ようやく神奈のメインウェポンである巨大な大剣(斬馬刀もどき)の完成です。


天然キャラにこれを持たせるとどうなるか……ニヤニヤ

砂漠のブレーン

[カタルシア]


サラマドの街を出発したキンダーガルテン号は、サルカイ砂漠横断線を旅客列車が立ち往生している地点に急行していた。


サルカイ砂漠横断線は砂漠の激しい寒暖の差と、地盤の緩さが原因で線路が波打ち高速走行には向かない路線である。

通常の列車なら時速30キロも出せば間違い無く横転してしまうだろう。

しかし、キンダーガルテン号は、その劣悪な路線でさえも特殊な12輪台車に装備された量子コンピュータ制御の個別可動式油圧式サスペンション機構が軌道の歪みを完全に中和する事で、時速120キロという有り得ない速度で駆け抜ける事ができる。

空力を一切考えていない重装甲重武装の巨体で高速列車顔負けの速度(通常軌道の直線で時速350キロ)で走るのも化け物じみているが、更に劣悪な路線を全く気にせず爆走するその姿は正にモンスタートレインと呼ぶに相応しい。



『やっはり魔力制御に難有りなのです……』


列車内では神奈が魔法の練習を続けており、それに付き合っていたラズロットがため息を漏らした。
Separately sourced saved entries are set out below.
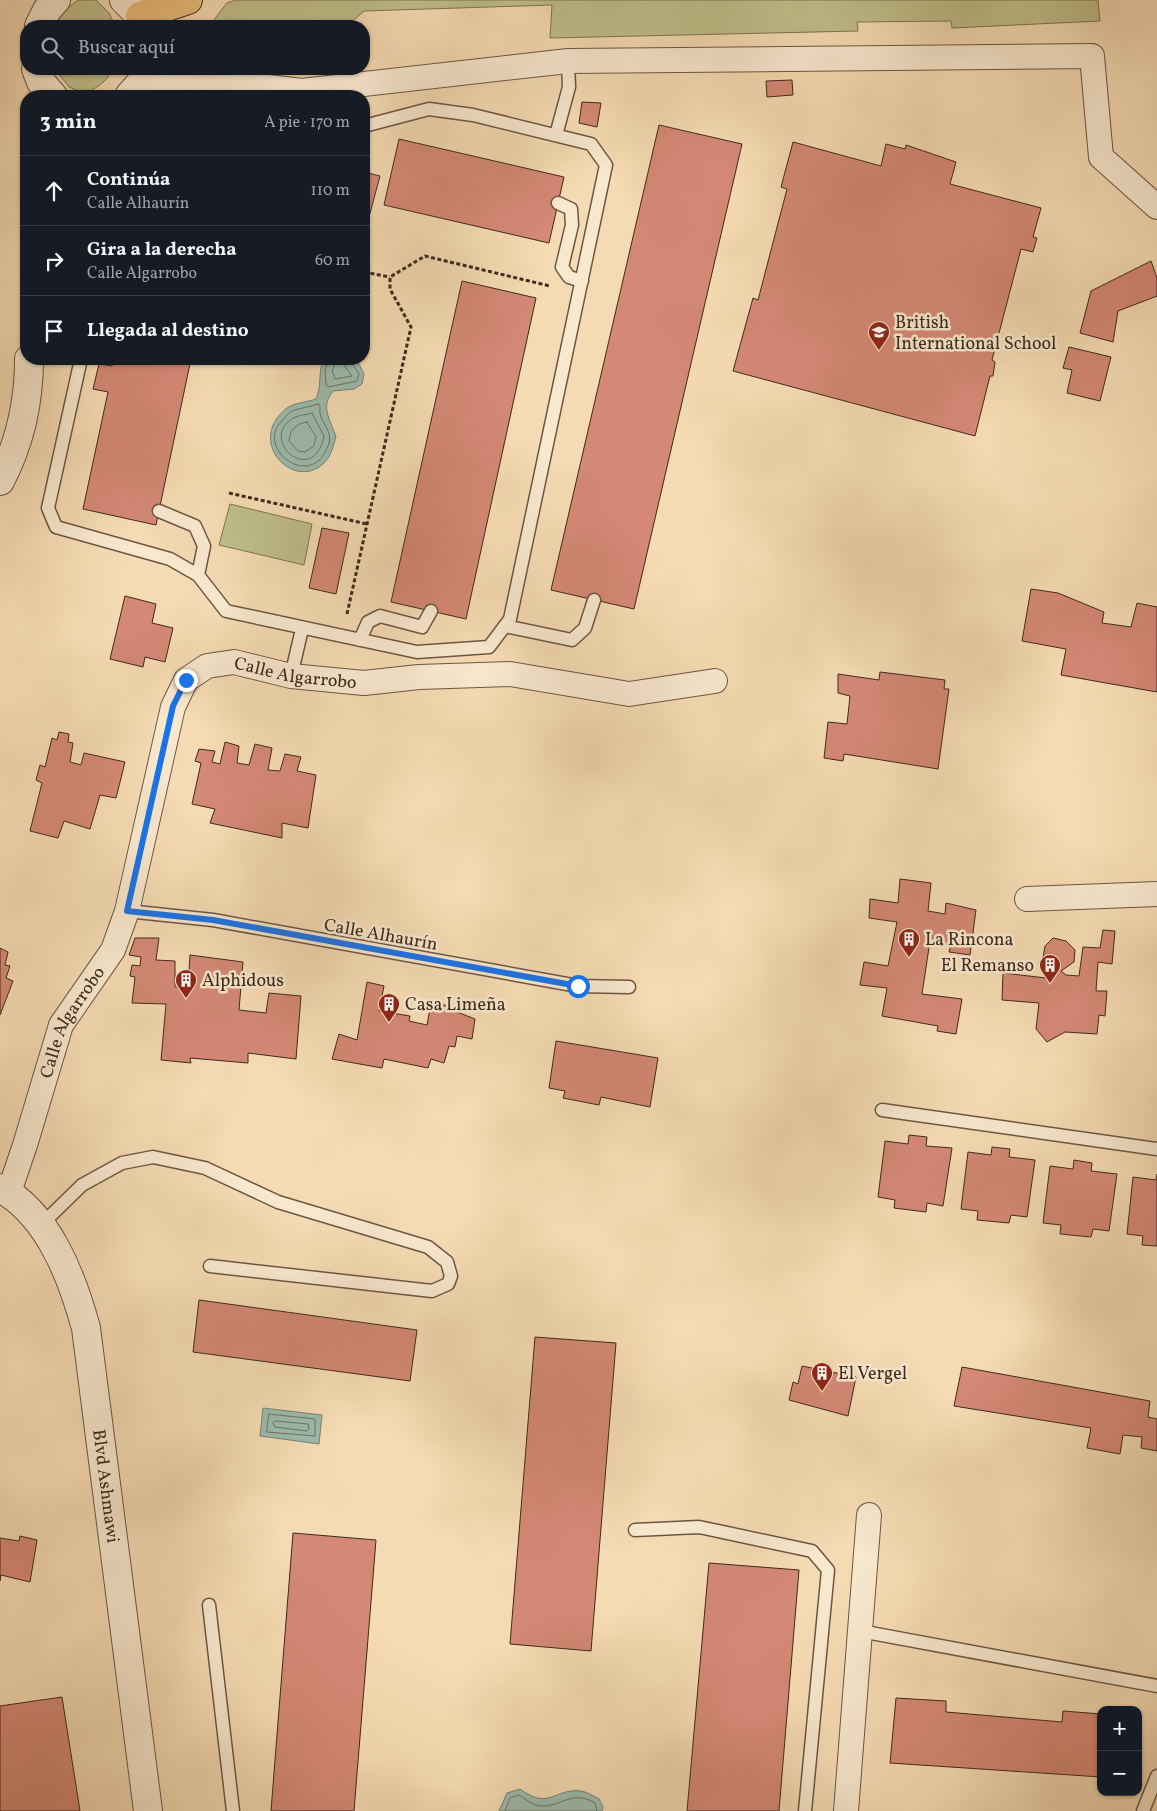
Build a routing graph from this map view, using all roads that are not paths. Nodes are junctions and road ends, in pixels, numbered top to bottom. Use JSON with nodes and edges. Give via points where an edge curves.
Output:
{"nodes":[{"id":1,"x":41,"y":0,"type":"edge"},
{"id":2,"x":56,"y":0,"type":"edge"},
{"id":3,"x":188,"y":0,"type":"edge"},
{"id":4,"x":136,"y":14,"type":"edge"},
{"id":5,"x":39,"y":20,"type":"edge"},
{"id":6,"x":41,"y":20,"type":"edge"},
{"id":7,"x":568,"y":61,"type":"junction"},
{"id":8,"x":35,"y":75,"type":"edge"},
{"id":9,"x":37,"y":75,"type":"edge"},
{"id":10,"x":140,"y":81,"type":"edge"},
{"id":11,"x":34,"y":90,"type":"edge"},
{"id":12,"x":47,"y":90,"type":"edge"},
{"id":13,"x":294,"y":90,"type":"edge"},
{"id":14,"x":311,"y":90,"type":"edge"},
{"id":15,"x":370,"y":124,"type":"edge"},
{"id":16,"x":556,"y":135,"type":"junction"},
{"id":17,"x":558,"y":203,"type":"dead end"},
{"id":18,"x":1157,"y":206,"type":"edge"},
{"id":19,"x":580,"y":287,"type":"junction"},
{"id":20,"x":29,"y":365,"type":"edge"},
{"id":21,"x":80,"y":365,"type":"edge"},
{"id":22,"x":0,"y":480,"type":"edge"},
{"id":23,"x":159,"y":511,"type":"dead end"},
{"id":24,"x":198,"y":575,"type":"junction"},
{"id":25,"x":594,"y":600,"type":"dead end"},
{"id":26,"x":431,"y":611,"type":"dead end"},
{"id":27,"x":505,"y":626,"type":"junction"},
{"id":28,"x":302,"y":629,"type":"junction"},
{"id":29,"x":360,"y":640,"type":"junction"},
{"id":30,"x":291,"y":676,"type":"junction"},
{"id":31,"x":714,"y":682,"type":"dead end"},
{"id":32,"x":1157,"y":894,"type":"edge"},
{"id":33,"x":1027,"y":900,"type":"dead end"},
{"id":34,"x":127,"y":911,"type":"junction"},
{"id":35,"x":628,"y":987,"type":"dead end"},
{"id":36,"x":882,"y":1110,"type":"dead end"},
{"id":37,"x":1157,"y":1149,"type":"edge"},
{"id":38,"x":4,"y":1190,"type":"edge"},
{"id":39,"x":41,"y":1225,"type":"junction"},
{"id":40,"x":210,"y":1266,"type":"dead end"},
{"id":41,"x":869,"y":1516,"type":"dead end"},
{"id":42,"x":635,"y":1530,"type":"dead end"},
{"id":43,"x":209,"y":1605,"type":"dead end"},
{"id":44,"x":860,"y":1631,"type":"junction"},
{"id":45,"x":1157,"y":1686,"type":"edge"},
{"id":46,"x":1157,"y":1776,"type":"edge"},
{"id":47,"x":148,"y":1811,"type":"edge"},
{"id":48,"x":233,"y":1811,"type":"edge"},
{"id":49,"x":805,"y":1811,"type":"edge"},
{"id":50,"x":846,"y":1811,"type":"edge"},
{"id":51,"x":1143,"y":1811,"type":"edge"}],
"edges":[{"from":1,"to":5,"type":"street"},
{"from":2,"to":6,"type":"street"},
{"from":3,"to":4,"type":"highway"},
{"from":7,"to":14,"type":"street"},
{"from":7,"to":16,"type":"lane","via":[[569,87]]},
{"from":7,"to":18,"type":"street","via":[[1092,56],[1100,157]]},
{"from":8,"to":11,"type":"street"},
{"from":9,"to":12,"type":"street"},
{"from":10,"to":13,"type":"street","via":[[234,83]]},
{"from":15,"to":16,"type":"lane","via":[[429,109],[473,115]]},
{"from":16,"to":19,"type":"lane","via":[[591,144],[606,165]]},
{"from":17,"to":19,"type":"lane","via":[[571,209],[572,225],[562,267]]},
{"from":19,"to":27,"type":"lane","via":[[510,618]]},
{"from":20,"to":22,"type":"street","via":[[23,419]]},
{"from":21,"to":24,"type":"lane","via":[[48,508],[56,527],[170,558]]},
{"from":23,"to":24,"type":"lane","via":[[195,526],[204,546]]},
{"from":24,"to":28,"type":"lane","via":[[226,611]]},
{"from":25,"to":27,"type":"lane","via":[[585,628],[572,640]]},
{"from":26,"to":29,"type":"lane","via":[[422,627],[380,616],[368,622]]},
{"from":27,"to":29,"type":"lane","via":[[489,647],[417,652]]},
{"from":28,"to":29,"type":"lane"},
{"from":28,"to":30,"type":"lane"},
{"from":30,"to":31,"type":"street","name":"Calle Algarrobo","via":[[364,683],[419,677],[510,674],[629,694]]},
{"from":30,"to":34,"type":"street","name":"Calle Algarrobo","via":[[234,662],[207,666],[186,680],[173,706]]},
{"from":32,"to":33,"type":"street"},
{"from":34,"to":35,"type":"lane","name":"Calle Alhaurín","via":[[213,920],[578,986]]},
{"from":34,"to":38,"type":"street","name":"Calle Algarrobo","via":[[112,950],[61,1025],[25,1145]]},
{"from":36,"to":37,"type":"lane"},
{"from":38,"to":39,"type":"street","name":"Blvd Ashmawi"},
{"from":39,"to":40,"type":"lane","via":[[82,1185],[122,1163],[153,1156],[205,1168],[278,1202],[428,1247],[447,1262],[451,1276],[448,1284],[432,1291]]},
{"from":39,"to":47,"type":"street","name":"Blvd Ashmawi","via":[[69,1276],[86,1328]]},
{"from":41,"to":44,"type":"street"},
{"from":42,"to":49,"type":"lane","via":[[698,1527],[812,1551],[828,1570]]},
{"from":43,"to":48,"type":"lane"},
{"from":44,"to":45,"type":"lane"},
{"from":44,"to":50,"type":"street"},
{"from":46,"to":51,"type":"lane"}]}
武器に魔力を通し強化する所まではある程度順調だったのだが、魔力で身体能力を上げる練習でまたもや彼女の魔力が暴走したのだ。制御不能となった彼女の膨大な魔力は、その身体能力を際限無く増加させ、持っていた刀では軽すぎて自分自身の目や感覚がその動きについていけなくなるという本末転倒な事態となって

しまったのだ。


『きっと細かい作業が苦手だからなのだ。』


『不器用な上に、規格外の魔力……故に制御不能……厄介過ぎなのです。』


リズロットとラズロットはシンクロした動きで腕を組んで考え込む。


『自分の身体なのに制御不能とか意味分かんないし……』


自分の身体なのに上手くコントロールできないという事態に神奈はかなり苛立っている。


『せめて振り回す武器の動きを遅くできればいいのに……』


無理なのは解っているが文句を言いたくなる。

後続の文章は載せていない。